In their experiments, the researchers first tested several detection models to determine if two separate texts were generated by the same method — NLG or human. Then, they tested each model's capability to detect the differences between human and machine writing. Finally, they tested how the models can exploit both similarities within and differences across human and machine writings to identify which NLG method produced the particular text.
“Knowing each generator’s writing signature or style moves us closer to quenching the security threats that they may introduce,” the researchers write in their paper.
Through the comprehensive experiments, the researchers found that not all neural text generation methods create high-quality human-mimicking texts “yet.” Most of the generators were able to be classified as having the text written by a machine, simply by looking at word counts and linguistic features in the text.
“We figured out that the machine texts in general aren’t as sophisticated as human beings, as you well know,” said Adaku Uchendu, doctoral student of information sciences and technology. “When humans write, they don’t use the word ‘the’ at the start of multiple consecutive sentences; they’re going to use some transition word. Machines don’t really do that, they go straight to the point.”
However, other NLG models — such as GROVER, GPT2, and FAIR — turned out to be much more difficult to distinguish and often confused machine classifiers in all three experiments.
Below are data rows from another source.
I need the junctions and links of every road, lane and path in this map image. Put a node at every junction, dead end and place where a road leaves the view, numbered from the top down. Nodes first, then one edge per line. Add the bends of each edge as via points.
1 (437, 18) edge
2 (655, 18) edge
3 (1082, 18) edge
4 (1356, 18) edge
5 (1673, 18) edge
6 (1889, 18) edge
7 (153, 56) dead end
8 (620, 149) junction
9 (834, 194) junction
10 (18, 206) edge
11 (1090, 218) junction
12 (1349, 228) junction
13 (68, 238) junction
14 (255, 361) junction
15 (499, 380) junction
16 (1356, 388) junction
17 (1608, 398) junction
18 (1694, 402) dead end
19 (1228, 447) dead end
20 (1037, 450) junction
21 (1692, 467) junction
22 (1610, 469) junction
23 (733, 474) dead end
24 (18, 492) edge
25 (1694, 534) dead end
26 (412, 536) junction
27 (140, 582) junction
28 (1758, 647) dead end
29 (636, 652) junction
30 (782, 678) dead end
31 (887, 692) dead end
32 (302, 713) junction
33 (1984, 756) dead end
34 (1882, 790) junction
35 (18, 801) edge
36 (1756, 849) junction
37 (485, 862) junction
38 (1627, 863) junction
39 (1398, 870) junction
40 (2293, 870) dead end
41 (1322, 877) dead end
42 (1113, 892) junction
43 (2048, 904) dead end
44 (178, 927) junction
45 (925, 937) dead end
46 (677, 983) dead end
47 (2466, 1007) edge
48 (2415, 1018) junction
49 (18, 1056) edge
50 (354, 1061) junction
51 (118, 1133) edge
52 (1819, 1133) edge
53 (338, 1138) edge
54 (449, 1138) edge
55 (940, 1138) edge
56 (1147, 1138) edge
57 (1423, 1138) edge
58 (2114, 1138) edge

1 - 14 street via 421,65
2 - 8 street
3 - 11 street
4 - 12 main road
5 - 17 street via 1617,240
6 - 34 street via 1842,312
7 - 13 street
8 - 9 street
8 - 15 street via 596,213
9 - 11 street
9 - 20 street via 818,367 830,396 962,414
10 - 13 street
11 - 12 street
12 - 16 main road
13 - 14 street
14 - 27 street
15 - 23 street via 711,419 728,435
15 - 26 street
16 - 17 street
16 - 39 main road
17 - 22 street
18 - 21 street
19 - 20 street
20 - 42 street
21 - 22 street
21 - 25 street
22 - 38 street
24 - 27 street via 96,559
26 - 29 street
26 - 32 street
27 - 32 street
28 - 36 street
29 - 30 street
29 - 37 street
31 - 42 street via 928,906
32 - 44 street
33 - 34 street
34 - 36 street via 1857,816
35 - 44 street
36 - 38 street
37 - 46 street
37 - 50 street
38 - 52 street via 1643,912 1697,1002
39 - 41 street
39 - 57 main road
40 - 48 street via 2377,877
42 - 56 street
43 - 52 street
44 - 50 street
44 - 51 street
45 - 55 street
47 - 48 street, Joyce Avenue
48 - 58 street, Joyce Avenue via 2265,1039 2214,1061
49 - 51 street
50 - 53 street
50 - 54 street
“We do know that as more language models are made, including the more sophisticated ones like GPT3 that is passing everyone’s expectations, it’s going to be harder to figure out if a machine generated an article,” said Uchendu. “So, we have to improve our detection models even further.”
She added, “The ultimate goal of this work would be to [hopefully] enforce some kind of disclaimer on an article that states that it is machine generated. If people are aware, then they can do more fact checking, when an article is machine generated, for instance.”
Also collaborating on the project were Thai Le, doctoral student of information sciences and technology at Penn State; and Kai Shu, an assistant Professor at Illinois Institute of Technology. They presented their work at the flagship NLP conference — Empirical Methods in Natural Language Processing (EMNLP) — in November 2020.